[Collected data]

· · ·

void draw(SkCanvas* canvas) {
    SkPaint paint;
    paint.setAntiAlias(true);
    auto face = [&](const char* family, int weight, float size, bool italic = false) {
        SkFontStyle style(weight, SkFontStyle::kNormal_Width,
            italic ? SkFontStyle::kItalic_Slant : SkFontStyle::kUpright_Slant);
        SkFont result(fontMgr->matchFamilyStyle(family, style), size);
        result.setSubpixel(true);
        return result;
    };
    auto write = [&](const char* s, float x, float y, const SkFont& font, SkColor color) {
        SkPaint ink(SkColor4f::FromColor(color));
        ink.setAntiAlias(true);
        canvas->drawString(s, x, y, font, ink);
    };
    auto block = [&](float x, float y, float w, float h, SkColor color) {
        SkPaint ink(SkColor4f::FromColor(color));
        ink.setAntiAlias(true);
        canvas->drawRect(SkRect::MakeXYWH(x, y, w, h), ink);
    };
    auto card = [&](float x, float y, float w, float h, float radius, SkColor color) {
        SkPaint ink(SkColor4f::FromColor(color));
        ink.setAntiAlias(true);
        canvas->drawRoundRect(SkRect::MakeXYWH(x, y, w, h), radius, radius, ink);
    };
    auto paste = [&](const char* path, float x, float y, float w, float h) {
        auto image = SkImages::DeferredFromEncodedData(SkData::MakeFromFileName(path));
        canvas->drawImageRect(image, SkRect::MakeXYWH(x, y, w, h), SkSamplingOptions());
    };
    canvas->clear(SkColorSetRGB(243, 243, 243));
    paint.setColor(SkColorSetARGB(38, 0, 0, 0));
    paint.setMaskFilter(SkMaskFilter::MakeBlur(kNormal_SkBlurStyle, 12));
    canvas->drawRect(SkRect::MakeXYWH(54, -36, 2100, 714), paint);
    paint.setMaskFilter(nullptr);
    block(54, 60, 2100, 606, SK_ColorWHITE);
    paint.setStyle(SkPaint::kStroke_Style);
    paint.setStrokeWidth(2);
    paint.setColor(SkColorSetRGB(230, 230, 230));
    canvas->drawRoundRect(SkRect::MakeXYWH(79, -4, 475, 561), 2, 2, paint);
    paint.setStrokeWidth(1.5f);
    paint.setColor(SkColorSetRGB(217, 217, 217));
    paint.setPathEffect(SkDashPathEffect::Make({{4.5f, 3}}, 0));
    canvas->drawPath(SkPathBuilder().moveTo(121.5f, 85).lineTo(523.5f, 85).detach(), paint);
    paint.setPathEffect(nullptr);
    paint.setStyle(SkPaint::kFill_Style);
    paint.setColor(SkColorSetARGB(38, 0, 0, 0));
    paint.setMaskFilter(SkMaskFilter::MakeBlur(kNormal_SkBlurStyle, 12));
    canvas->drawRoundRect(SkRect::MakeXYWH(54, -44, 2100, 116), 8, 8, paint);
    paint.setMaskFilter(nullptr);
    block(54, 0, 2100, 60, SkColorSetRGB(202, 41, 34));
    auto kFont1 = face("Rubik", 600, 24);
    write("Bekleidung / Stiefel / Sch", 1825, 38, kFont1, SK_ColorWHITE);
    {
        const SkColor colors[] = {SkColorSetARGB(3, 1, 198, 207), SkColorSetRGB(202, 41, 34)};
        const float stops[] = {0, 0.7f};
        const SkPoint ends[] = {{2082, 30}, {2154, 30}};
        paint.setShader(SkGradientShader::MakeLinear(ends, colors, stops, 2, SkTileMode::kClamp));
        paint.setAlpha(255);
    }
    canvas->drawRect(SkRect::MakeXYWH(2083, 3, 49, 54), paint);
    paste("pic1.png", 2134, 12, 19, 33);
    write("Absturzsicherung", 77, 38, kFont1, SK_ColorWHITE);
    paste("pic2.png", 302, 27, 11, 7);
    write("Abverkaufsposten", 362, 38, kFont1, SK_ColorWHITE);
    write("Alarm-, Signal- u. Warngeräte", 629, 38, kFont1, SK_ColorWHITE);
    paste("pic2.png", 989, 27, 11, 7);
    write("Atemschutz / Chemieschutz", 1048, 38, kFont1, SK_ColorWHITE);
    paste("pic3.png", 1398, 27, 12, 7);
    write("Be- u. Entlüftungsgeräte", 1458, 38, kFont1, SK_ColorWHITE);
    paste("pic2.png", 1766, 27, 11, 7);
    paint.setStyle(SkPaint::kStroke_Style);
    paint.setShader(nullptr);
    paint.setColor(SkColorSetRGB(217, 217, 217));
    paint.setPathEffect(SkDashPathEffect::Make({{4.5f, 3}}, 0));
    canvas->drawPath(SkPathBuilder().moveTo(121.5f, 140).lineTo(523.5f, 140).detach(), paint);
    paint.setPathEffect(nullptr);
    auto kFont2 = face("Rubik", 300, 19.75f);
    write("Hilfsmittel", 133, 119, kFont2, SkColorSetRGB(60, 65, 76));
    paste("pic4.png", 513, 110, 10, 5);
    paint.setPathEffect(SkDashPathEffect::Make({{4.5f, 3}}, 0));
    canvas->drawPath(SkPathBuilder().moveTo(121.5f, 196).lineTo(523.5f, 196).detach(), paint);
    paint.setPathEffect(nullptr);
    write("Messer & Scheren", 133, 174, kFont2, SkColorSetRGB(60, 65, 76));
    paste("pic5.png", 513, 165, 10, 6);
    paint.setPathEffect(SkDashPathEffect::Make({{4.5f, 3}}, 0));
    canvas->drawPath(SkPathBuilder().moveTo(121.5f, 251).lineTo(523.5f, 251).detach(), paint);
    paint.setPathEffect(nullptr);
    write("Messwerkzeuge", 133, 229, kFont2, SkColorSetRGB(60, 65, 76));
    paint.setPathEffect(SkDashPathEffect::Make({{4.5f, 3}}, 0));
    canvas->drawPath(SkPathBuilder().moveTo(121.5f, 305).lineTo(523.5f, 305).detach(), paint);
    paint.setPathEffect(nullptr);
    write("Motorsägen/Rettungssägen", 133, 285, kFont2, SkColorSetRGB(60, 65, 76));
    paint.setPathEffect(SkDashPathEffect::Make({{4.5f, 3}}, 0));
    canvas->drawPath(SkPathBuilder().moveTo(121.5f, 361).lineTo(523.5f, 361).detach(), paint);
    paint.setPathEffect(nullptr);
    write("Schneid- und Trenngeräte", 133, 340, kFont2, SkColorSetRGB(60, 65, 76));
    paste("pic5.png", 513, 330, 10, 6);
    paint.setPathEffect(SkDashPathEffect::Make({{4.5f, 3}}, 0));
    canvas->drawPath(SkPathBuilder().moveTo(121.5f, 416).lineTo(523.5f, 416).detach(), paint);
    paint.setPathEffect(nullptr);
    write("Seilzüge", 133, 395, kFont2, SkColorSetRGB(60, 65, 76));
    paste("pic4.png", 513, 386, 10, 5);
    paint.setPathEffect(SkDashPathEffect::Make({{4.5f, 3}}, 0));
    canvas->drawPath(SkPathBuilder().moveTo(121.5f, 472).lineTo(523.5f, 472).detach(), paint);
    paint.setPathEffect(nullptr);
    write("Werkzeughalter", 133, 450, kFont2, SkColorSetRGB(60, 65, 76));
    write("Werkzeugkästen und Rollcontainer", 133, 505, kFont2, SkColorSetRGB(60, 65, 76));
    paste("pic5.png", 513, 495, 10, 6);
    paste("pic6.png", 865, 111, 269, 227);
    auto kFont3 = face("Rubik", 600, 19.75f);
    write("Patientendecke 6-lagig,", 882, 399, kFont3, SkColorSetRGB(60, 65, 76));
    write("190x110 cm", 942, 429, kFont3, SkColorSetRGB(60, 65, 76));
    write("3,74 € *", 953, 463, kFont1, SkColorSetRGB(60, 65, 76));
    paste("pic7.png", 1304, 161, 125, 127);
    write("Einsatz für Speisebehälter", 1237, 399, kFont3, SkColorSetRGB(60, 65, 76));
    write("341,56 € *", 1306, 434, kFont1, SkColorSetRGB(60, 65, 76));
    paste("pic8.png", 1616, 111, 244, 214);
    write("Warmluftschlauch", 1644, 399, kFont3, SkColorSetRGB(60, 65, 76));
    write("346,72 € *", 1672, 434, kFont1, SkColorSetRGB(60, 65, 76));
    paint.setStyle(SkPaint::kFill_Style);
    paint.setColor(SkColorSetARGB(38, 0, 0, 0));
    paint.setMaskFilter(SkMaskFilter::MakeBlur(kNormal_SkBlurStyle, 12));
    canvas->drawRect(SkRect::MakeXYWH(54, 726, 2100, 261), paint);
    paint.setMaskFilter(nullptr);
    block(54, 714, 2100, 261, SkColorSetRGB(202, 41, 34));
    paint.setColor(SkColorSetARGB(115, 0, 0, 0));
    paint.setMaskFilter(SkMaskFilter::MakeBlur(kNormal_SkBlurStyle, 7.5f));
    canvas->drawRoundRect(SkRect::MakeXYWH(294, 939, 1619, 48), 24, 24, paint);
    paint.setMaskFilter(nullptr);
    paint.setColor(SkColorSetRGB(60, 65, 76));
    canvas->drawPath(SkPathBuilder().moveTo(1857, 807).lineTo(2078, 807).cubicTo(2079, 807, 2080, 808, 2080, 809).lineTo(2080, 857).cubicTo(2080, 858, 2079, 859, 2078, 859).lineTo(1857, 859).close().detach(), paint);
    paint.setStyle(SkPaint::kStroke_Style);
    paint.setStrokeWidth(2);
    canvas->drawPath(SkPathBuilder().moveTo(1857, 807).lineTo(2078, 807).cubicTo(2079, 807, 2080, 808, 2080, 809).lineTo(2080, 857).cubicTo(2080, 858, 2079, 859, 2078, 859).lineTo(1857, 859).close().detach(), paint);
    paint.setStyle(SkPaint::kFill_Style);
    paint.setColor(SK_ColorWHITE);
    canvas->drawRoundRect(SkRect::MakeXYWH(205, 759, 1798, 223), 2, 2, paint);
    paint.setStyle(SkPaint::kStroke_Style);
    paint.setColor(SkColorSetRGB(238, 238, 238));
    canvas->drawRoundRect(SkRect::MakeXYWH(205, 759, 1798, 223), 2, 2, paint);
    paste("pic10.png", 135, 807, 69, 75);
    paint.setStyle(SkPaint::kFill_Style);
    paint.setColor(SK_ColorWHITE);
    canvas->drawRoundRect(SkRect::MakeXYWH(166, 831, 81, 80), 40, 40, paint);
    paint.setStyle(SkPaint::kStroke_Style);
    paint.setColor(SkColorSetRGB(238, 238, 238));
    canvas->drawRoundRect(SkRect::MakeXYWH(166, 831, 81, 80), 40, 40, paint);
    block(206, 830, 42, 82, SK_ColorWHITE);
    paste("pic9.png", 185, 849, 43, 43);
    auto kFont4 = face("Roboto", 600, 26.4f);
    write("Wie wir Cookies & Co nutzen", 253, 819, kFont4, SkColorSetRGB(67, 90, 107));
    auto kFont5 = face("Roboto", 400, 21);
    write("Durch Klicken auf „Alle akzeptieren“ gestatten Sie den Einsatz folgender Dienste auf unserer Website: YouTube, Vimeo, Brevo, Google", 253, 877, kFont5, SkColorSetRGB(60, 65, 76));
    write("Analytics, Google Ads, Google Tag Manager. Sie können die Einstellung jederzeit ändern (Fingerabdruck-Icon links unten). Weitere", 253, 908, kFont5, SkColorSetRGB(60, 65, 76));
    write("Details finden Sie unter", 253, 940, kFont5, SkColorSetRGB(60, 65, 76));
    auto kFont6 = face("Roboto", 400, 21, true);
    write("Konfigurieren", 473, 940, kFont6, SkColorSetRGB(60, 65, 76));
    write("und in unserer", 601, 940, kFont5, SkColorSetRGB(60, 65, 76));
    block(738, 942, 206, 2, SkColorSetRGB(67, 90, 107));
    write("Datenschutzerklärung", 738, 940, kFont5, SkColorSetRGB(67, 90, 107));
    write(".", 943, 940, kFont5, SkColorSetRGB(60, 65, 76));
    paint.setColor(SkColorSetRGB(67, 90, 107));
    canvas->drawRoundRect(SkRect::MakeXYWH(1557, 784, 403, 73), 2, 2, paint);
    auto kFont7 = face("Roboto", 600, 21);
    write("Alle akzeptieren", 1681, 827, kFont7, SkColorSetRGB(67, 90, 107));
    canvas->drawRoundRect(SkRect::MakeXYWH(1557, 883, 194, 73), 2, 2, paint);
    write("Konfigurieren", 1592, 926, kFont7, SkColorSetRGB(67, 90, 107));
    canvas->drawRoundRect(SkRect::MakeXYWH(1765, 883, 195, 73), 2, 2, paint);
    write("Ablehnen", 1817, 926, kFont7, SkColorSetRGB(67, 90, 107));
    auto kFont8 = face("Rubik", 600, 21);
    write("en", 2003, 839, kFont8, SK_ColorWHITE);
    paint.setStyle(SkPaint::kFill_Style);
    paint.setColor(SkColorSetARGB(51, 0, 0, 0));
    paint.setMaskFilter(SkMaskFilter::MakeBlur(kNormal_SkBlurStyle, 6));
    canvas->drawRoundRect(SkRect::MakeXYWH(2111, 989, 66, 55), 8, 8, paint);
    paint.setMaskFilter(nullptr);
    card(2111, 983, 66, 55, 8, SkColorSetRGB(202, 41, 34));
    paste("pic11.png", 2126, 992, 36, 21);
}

· · ·

Directions →
Working from the entries above, find every line in which the word "SkFontStyle" occurs and copy it.

Response to this exercise →
        SkFontStyle style(weight, SkFontStyle::kNormal_Width,
            italic ? SkFontStyle::kItalic_Slant : SkFontStyle::kUpright_Slant);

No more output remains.